The calendar and weather are beginning to agree, and both are now saying autumn is here. While daytime highs flirted with the 80 degree mark it was easy enough to ignore first frost preparations, but cold and rain finally came through and it’s time to face the inevitable. To get things moving I collected all the cacti and succulent pots and staged them close enough to the back door to make things near at hand in the event of some late night freeze emergency. Moving them around might give stray bugs and frogs a chance to find better winter quarters. It’s always a nice surprise to grab a pot rim and find a nice squishy frog instead of gravel. Apparently I was much more disturbed by the incident than this little guy.
Where all of these pots are going is still anyone’s guess, but I suspect most will go into the heated garage to sit out the winter on some dimly lit shelf away from any direct blasts of freezing weather. As long as the soil stays dry enough they should settle down into some kind of dormancy that will take them through to spring. Only the tall purplish euphorbia and pinkish pencil plant will stay in the brighter, warmer house (and get a few drinks of water throughout the winter).The summer vacation did them well, and many have come close to doubling in size since I put them out in April. Cacti and succulents always seem so slow growing, but then all of a sudden you have a 5 pound cactus sitting on your windowsill and realize once again ‘slow and steady’ won the race.
A favorite new addition is this clump of ‘living stones’ or lithops. The name pretty much says it all and I can’t believe everyone doesn’t love these little guys…. little dull pieces of liver, boring stones…. who would say such nonsense! They bloom too, and if you want to start a new obsession, check out this lithops post at the anxious gardener. I hope winter care really is as easy as just a windowsill with no water -because I can do that.

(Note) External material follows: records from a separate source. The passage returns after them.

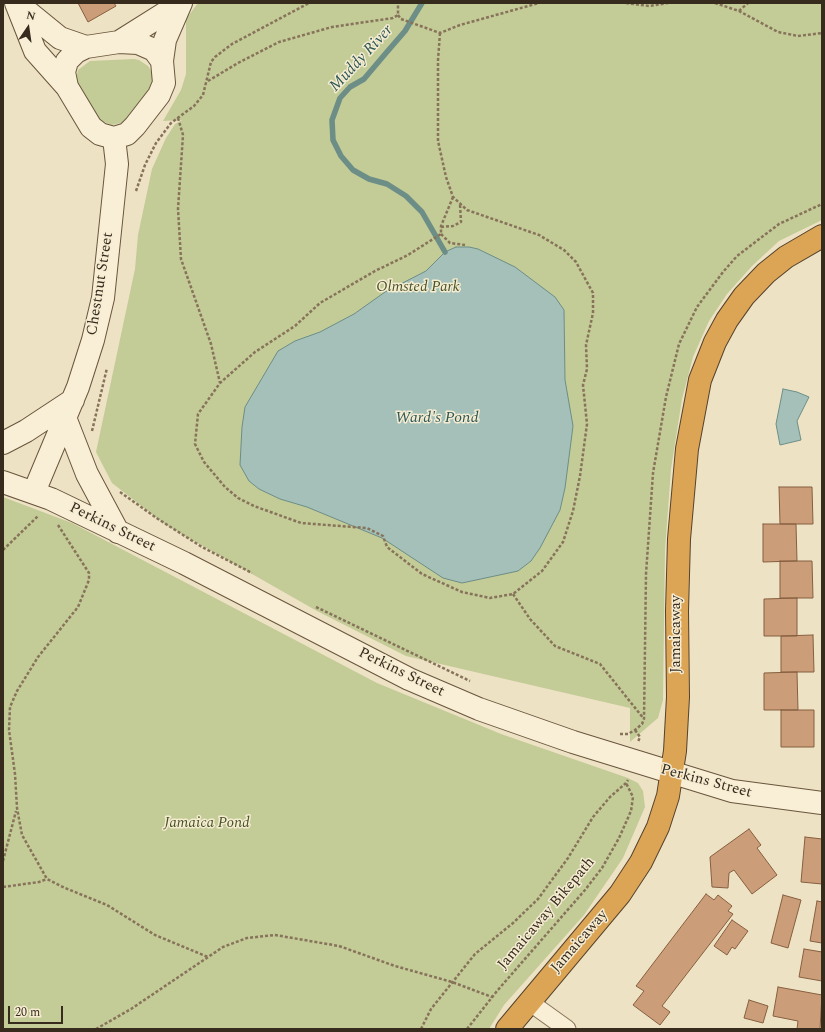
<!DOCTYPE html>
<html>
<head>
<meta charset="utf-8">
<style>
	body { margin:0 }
	#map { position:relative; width:825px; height:1032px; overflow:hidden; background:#ede2c3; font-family:Spectral,serif }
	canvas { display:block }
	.frame { position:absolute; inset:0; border:4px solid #372b1e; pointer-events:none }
	.north { position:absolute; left:8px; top:8px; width:40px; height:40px; -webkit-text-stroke:3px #f5ecd2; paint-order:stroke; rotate:13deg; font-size:11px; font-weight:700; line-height:16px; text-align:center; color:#372b1e }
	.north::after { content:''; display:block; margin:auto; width:14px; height:18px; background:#372b1e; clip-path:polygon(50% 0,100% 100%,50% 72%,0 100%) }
	.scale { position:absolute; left:8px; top:1006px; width:55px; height:18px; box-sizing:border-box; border:2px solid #372b1e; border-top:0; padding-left:5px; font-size:12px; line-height:14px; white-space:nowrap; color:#372b1e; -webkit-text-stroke:3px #f5ecd2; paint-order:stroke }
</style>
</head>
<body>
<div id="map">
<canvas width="825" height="1032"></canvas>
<div class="frame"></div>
<div class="north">N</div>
<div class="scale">20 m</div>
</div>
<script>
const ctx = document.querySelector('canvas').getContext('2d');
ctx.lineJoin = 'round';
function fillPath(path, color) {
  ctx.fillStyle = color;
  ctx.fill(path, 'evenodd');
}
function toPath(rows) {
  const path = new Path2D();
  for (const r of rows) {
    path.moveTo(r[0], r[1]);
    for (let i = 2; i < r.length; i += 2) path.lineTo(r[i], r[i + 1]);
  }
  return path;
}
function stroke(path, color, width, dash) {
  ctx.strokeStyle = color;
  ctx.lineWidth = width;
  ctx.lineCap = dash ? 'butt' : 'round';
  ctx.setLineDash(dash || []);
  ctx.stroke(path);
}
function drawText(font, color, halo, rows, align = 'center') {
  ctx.font = font + ' Spectral,serif';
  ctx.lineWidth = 3;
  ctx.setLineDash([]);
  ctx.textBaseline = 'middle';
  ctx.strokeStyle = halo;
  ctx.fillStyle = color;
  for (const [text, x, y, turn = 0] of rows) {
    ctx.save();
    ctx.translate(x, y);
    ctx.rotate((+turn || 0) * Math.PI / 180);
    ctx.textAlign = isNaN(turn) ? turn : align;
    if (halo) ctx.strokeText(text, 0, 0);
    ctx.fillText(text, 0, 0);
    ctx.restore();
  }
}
const green = toPath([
	[198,3,822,3,822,220,779,241,752,266,727,294,709,321,693,357,682,399,671,469,665,550,663,700,658,718,630,742,630,708,406,656,317,611,166,525,112,483,96,452,135,269,138,235,152,169,166,138,175,124,182,120,163,121,181,90,186,74,186,19],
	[134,59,139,60,148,66,152,72,152,87,125,122,112,125,101,121,89,107,75,83,78,70,90,61],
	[3,497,72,523,377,683,501,734,628,778,638,783,643,791,645,807,623,858,584,915,504,1005,489,1029,3,1029]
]);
const water = toPath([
	[456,247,469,247,478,249,515,267,555,297,564,310,565,380,573,426,565,488,560,510,540,548,531,561,518,571,462,583,443,578,382,538,307,507,280,499,259,489,249,481,240,465,242,427,245,407,278,351,295,341,320,332,354,314,385,292,426,271,445,252,456,247],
	[783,389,797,392,809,397,797,421,801,440,780,445,776,424,783,389]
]);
const stream = toPath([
	[422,3,405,31,386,53,364,79,350,87,340,98,332,120,333,140,341,156,353,170,369,179,387,184,406,196,422,212,445,252]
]);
const building = toPath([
	[78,3,114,3,116,6,88,22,78,3],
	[779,487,812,487,813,524,780,524,779,487],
	[763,524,796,524,797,561,763,562,763,524],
	[780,561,812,561,813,598,780,598,780,561],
	[797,598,797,636,764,636,764,599,797,598],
	[813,635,814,672,781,672,781,636,813,635],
	[797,672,798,710,764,710,764,673,797,672],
	[781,710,814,710,814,747,781,747,781,710],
	[749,829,761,845,757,848,777,875,752,894,734,870,729,873,728,888,712,887,710,857,749,829],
	[805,837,822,839,822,884,801,882,805,837],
	[706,894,714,900,718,895,732,906,728,911,733,914,662,1006,670,1012,660,1025,633,1005,644,991,636,986,706,894],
	[783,895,801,900,788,948,771,943,783,895],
	[817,901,822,902,822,943,810,941,817,901],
	[732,920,748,931,735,949,732,947,727,955,714,946,732,920],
	[804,949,822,952,822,981,799,977,804,949],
	[778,987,822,995,820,1029,797,1029,798,1021,773,1016,778,987],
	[749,1000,768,1006,763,1023,744,1018,749,1000]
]);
const path = toPath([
	[626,3,649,6,668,3],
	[715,3,739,11,778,32,798,36,822,33],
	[739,11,748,3],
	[398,15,401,19,440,33,460,25,539,3],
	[440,33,438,60,438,141,446,177,453,197,467,210,539,235,564,250,576,262,593,293,593,313,586,345,587,369,583,385,587,424,580,476,573,511,563,542,542,571,513,594,490,598,462,592,422,574,387,547,383,536,367,528,301,523,254,506,238,498,225,487,204,462,195,444,198,414,220,383,255,352,295,326,320,303,375,271,408,255,441,234,441,226,453,197],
	[208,81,238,63,279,42,332,27,393,18,398,15,398,3],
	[178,118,183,135,178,209,181,259,211,344,220,383],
	[136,191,145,165,156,143,171,123,194,106,203,95,211,62,215,57,232,44,309,3],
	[441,227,453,226,461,222,460,204],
	[441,234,450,243,465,245],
	[92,431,107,368],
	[120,492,158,519,202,547,252,573],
	[58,525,89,573,89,580,78,607,38,657,17,691,10,707,9,730,15,774,17,808,22,835,47,879,65,888,107,905,155,935,208,957],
	[3,550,38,516],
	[513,594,530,619,555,646,600,664,644,719],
	[316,607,470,681],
	[635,730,640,737,638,742],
	[620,734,628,734,635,730,642,724,644,719,646,574,653,473,666,397,679,344,697,307,723,272,737,256,779,224,822,204],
	[3,861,16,811],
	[3,887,39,882,47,879],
	[96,1029,131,1009,223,947,247,938,275,935,339,946,395,966,452,982,492,997],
	[421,1029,431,1009,475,954,513,923,538,899,568,858,593,817,610,797,626,783,628,780],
	[467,1029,497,991,585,890,602,868,619,838,631,811,633,797,626,783]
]);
const street = toPath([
	[528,1001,567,1029]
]);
const secondary = toPath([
	[16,3,35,51,67,87],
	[17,3,60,38,86,47],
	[119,42,138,43,154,50,162,61,164,83,159,95,135,126,127,134,114,138,100,134,91,127,67,87,64,72,67,61,76,52,86,47,119,42],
	[119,42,181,3],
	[162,61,165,40,181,3],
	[66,420,87,474,118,532],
	[3,443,26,431,73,400],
	[3,482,51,499,184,563,409,679,479,709,573,742,732,791,822,803],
	[34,492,78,387,93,340,103,298,117,164,114,138]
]);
const highway = toPath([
	[507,1029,620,894,641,862,658,827,668,796,675,751,678,697,677,611,679,539,687,449,700,380,715,342,727,320,744,296,766,273,786,257,822,236]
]);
const streetNames = [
	["Chestnut Street",101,284,-81],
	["Perkins Street",112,528,26],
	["Jamaicaway",677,634,-90],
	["Perkins Street",401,673,26],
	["Perkins Street",706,782,15],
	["Jamaicaway Bikepath",547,914,-50],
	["Jamaicaway",580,942,-49]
];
const parkNames = [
	["Olmsted Park",418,288],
	["Jamaica Pond",207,824]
];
const waterNames = [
	["Muddy River",362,59,-47],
	["Ward's Pond",437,419]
];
fillPath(green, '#c3cb97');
fillPath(water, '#a5c0b9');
stroke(water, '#6c8e87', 1);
stroke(stream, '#6c8e87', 5.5);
fillPath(building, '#cb9e79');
stroke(building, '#865e40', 1);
stroke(street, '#87735a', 19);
stroke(secondary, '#69553d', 24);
stroke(highway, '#55422e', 24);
stroke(path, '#87735a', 2.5, [3, 2]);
stroke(street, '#f8efd6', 17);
stroke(secondary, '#f8efd6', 22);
stroke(highway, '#dca555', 22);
drawText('15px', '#372b1e', '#f5ecd2', streetNames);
drawText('italic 15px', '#465325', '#f5ecd2', parkNames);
drawText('italic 16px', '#2d5755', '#f5ecd2', waterNames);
</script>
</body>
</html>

This collection grows each year not just from the tiny pots I pick up here and there, but also from the little gifted bits and cuttings that any fellow gardener is almost always willing to pass on. Tiny leaves and pieces dropped into a open spot quickly become new specimens.
In the above pot there’s a barely noticeable scrap of cactus pad at the lower right of the pot. If it grows I’ll call it Disney magic, in honor of it coming back to life from a shoe trampled bit on the side of a frontierland path…. and so the collection multiplies….
This was a good summer for blooms. Agaves put on their first ever show and the blooms were a hit with the hummers.This one sent out several blooms.
And this no-name cactus from my aunt in Maine blooms and multiplies year in and out. Just about every family member has a couple of these 🙂
Sure the in and outs of cactus growing are more work than planting a daylily, but my succulents and cactus collection still isn’t out of control. Aside from taking them in for winter they’re as close to no-maintenance as one can get for a tabletop or deck planting… I pretty much rely on rain to keep them going. Maybe when I run out of old fishtank gravel I’ll have to look for a new collection limit but until that happens I think it’s my duty to see how far this can go.
Now if only everything else was as easy to winterize!